Diehl looks at McDade and then says there’s also disparaging news about the .44 Item, that by everybody’s reconstruction of events it’s more than likely Lenz might have promoted the Item up off the lawn when he legged it off the E.M.P.H.H. complex just ahead of the Finest. Because it’s fucking vanished, and nobody’d have rat-holed it and not given it up knowing what’s at stake for the good old G-Man in the deal.

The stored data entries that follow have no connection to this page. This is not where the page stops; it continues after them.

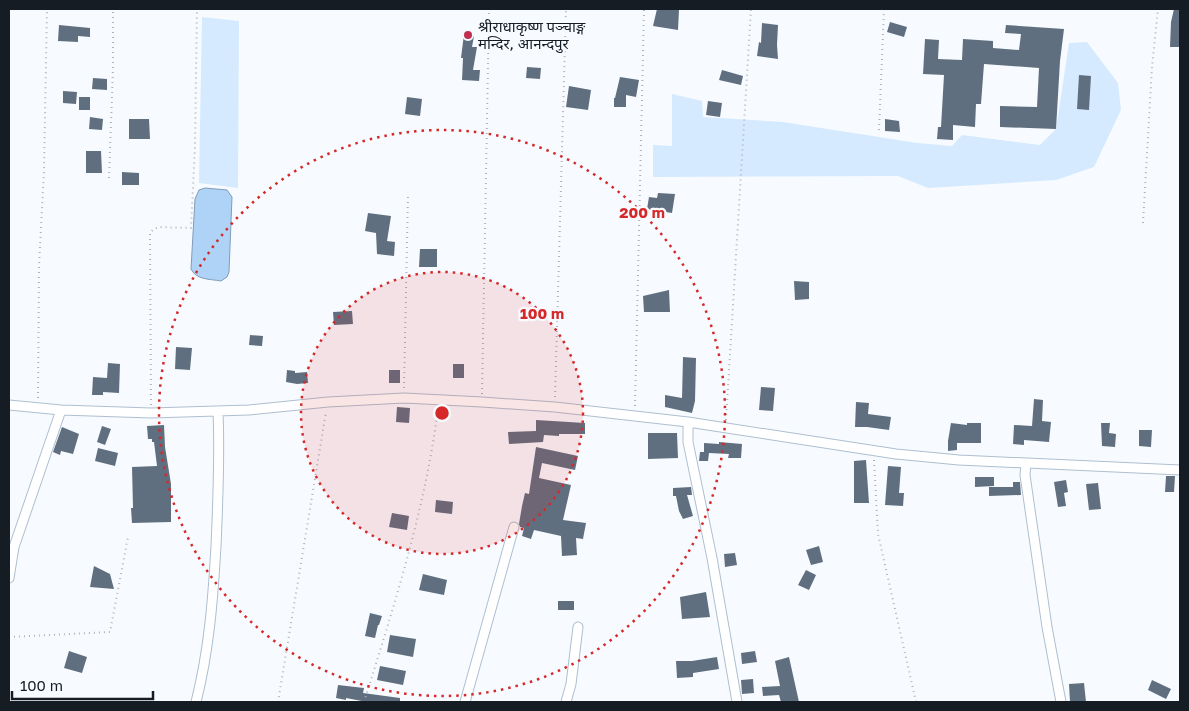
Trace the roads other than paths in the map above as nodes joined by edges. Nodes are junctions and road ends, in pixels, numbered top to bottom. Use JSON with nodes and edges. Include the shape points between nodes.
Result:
{"nodes":[{"id":1,"x":9,"y":405,"type":"edge"},
{"id":2,"x":62,"y":410,"type":"junction"},
{"id":3,"x":218,"y":412,"type":"junction"},
{"id":4,"x":688,"y":422,"type":"junction"},
{"id":5,"x":1026,"y":463,"type":"junction"},
{"id":6,"x":1180,"y":470,"type":"edge"},
{"id":7,"x":514,"y":527,"type":"dead end"},
{"id":8,"x":9,"y":578,"type":"edge"},
{"id":9,"x":578,"y":627,"type":"dead end"},
{"id":10,"x":196,"y":702,"type":"edge"},
{"id":11,"x":464,"y":702,"type":"edge"},
{"id":12,"x":566,"y":702,"type":"edge"},
{"id":13,"x":737,"y":702,"type":"edge"},
{"id":14,"x":1062,"y":702,"type":"edge"}],
"edges":[{"from":1,"to":2,"type":"street"},
{"from":2,"to":3,"type":"street"},
{"from":2,"to":8,"type":"street","via":[[14,547]]},
{"from":3,"to":4,"type":"street","via":[[404,398],[555,407]]},
{"from":3,"to":10,"type":"street","via":[[220,467],[213,606]]},
{"from":4,"to":5,"type":"street","via":[[873,450],[959,460]]},
{"from":4,"to":13,"type":"street","via":[[688,442]]},
{"from":5,"to":6,"type":"street"},
{"from":5,"to":14,"type":"street","via":[[1026,484],[1047,627]]},
{"from":7,"to":11,"type":"street"},
{"from":9,"to":12,"type":"street"}]}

Gately makes a whole new kind of noise.
McDade says the more upbeat news is that Lenz has been possibly spotted, that Ken E. and Burt F. Smith had seen what looked like either R. Lenz or C. Romero after a wasting illness on their way back from wheeling Burt F.S. to a meeting in Kenmore Square, mostly from the side of the back they’d seen him, wearing a back-split tux and sombrero w/ balls, and apparently officially relapsed, back Out There, drunk as a maroon, so totally legless when they saw him he was doing a drunk’s old hurricane-walk, fighting his way from parking meter to parking meter and clinging to each parking meter. Wade McDade here thinks to insert that the confirmed scuttlebutt is that E.M.P.H.H. is getting ready to rent out Unit #3 to a long-term mental-health agency caring for people with incapacitating agoraphobia, and that everybody at the House is speculating on what a constantly crowded and cabin-feverish place that’s going to be, what with the terribleness of the predicted winter coming up. Diehl says his nasal sinus can always tell when it’s going to snow, and his sinus is starting to predict at least flurries for maybe as early as tonight. They never think to tell Gately what day it is. That Gately can’t communicate even this most basic of requests makes him want to scream. McDade, in what’s either an intimate aside or a knife-twist at a Staffer who’s in no position to enforce anything, confides that he and Emil Minty are arranging with Parias-Carbo — who works for an Ennet House alum at All-Bright Printing down near the Jackson-Mann School — for engraved-looking formal invitations for the agoraphobic folks in Unit #3 to all just come on out and over to Ennet House for a crowded noisy outdoor Welcome-to-the-E.M.P.H.H.-Neighborhood bash. And now Gately knows for sure it was McDade and Minty that put the HELP WANTED sign up under the window of the lady in Unit #4 that shouts for Help. The general level of tension in the room increases. Gavin Diehl clears his throat and says everybody says to say Gately’s like wicked missed back at the House and everybody said to say ‘ ’s up?’ and that they hope the G-Man’s up and back kicking residential ass very soon; and McDade produces an unsigned Get Well card from his pocket and puts it carefully through the railing’s bars, where it lies next to Gately’s arm and begins to open up from being folded and shoved in a pocket. It’s clear the thing was shoplifted.